Recuerdo la sorpresa que hace años me
causó verlo al doctor Antonio de Tomaso defender en los tribunales una
interpretación de la ley de alquileres que la desvirtuaba por completo y la
convertía en letra muerta, porque retiraba a los inquilinos las ventajas que de
Tomaso mismo había preconizado en la Cámara.

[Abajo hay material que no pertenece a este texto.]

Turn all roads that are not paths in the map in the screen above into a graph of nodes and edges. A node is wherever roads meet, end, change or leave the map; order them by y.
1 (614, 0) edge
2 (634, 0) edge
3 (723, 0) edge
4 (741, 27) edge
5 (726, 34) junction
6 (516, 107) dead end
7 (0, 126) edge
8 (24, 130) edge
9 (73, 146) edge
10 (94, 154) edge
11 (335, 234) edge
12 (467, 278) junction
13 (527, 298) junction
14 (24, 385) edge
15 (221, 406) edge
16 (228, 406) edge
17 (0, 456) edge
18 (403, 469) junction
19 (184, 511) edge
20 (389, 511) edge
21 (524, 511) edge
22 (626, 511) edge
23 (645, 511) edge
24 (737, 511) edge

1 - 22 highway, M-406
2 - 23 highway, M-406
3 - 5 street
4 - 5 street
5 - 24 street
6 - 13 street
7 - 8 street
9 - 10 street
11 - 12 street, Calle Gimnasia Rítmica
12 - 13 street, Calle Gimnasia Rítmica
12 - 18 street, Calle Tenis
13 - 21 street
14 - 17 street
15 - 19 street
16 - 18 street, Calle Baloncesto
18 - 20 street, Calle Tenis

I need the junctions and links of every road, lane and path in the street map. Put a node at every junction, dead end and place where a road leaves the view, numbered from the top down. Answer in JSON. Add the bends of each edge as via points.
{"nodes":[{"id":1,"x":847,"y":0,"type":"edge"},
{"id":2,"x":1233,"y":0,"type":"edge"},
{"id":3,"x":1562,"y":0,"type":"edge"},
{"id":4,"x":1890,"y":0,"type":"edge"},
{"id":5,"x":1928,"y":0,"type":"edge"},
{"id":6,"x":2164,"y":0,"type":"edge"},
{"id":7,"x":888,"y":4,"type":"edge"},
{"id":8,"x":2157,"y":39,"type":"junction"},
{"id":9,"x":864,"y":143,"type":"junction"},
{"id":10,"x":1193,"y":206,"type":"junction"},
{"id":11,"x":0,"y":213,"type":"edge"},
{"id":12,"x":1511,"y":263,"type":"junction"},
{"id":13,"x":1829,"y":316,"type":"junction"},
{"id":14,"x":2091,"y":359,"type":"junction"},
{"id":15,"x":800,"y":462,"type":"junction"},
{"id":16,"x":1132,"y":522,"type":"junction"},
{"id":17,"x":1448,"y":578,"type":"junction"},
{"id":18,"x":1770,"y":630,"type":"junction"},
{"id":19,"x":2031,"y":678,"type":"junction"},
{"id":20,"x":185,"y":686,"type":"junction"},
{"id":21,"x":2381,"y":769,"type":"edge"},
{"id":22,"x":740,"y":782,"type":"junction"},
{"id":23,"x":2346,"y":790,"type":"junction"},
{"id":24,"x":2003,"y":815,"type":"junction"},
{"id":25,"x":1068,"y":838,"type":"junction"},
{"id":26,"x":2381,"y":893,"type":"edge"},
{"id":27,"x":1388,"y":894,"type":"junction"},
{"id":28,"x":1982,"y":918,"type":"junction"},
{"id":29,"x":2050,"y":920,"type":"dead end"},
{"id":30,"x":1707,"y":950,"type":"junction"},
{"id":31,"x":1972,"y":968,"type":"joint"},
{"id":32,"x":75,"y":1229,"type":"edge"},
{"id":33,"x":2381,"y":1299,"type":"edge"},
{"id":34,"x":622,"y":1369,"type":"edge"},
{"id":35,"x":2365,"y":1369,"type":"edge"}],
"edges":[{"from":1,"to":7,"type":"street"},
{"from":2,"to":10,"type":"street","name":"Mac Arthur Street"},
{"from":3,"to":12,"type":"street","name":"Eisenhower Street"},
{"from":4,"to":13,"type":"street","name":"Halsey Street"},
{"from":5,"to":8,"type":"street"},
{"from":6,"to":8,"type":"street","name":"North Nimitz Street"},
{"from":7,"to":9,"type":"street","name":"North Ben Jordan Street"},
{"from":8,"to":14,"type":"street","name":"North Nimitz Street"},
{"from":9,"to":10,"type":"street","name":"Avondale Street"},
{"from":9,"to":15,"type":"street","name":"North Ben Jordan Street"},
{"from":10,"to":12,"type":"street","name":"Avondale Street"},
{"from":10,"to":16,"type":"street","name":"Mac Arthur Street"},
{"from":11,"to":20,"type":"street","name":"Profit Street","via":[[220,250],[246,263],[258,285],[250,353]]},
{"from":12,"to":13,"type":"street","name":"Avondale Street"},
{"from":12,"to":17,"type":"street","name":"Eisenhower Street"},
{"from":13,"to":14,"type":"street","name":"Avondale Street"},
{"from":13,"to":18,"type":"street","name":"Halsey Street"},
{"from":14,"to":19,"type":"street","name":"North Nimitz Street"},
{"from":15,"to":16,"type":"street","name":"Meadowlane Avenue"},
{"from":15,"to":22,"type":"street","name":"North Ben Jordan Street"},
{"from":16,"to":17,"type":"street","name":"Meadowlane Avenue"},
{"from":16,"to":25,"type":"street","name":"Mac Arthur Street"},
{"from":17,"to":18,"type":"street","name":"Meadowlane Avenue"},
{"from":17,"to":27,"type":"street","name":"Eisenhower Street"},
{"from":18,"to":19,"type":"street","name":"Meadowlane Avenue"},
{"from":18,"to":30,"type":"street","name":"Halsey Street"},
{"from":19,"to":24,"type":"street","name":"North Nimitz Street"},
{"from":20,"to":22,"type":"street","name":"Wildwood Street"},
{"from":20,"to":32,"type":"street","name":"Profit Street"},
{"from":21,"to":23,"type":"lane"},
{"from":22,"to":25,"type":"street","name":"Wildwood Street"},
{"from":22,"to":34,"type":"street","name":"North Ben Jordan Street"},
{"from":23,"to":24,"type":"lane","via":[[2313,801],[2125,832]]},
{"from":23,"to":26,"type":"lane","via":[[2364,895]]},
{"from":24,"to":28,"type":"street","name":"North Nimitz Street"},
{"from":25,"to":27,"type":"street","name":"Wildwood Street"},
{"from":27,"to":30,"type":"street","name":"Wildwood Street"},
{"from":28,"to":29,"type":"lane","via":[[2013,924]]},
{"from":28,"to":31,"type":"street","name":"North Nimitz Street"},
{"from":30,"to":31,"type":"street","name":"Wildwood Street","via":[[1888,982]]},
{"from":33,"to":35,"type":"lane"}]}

Y en realidad, la contradicción no provenía de ninguna
inconsecuencia o inconducta en el mencionado legislador, sino
simplemente de la
incompatibilidad que hay entre las funciones del político, defensor de
intereses difusos en la masa, y del abogado, defensor de un interés
concreto y
localizado, cuyo triunfo es de rigurosa ética profesional hacerlo
prevalecer
aun sobre aquellos intereses generales de la masa. No es que el abogado
que defiende un interés particular frente al bien público sea un
hombre inmoral; al contrario. Es un profesional perfectamente honesto,
puesto
que está cumpliendo nada más que con su deber. Pero ese mismo abogado es
seguro
que carece de horizontes para conducir la política si no cambia de piel
como la
serpiente, abandonando absolutamente su bufete, y se somete a rudos
ejercicios
y disciplina mental severísima para arrojar ese hábito del negocio y de
la
ventaja individual que enseña la abogacía.
Varios han sido los males de la excesiva
intromisión de los abogados en la política argentina.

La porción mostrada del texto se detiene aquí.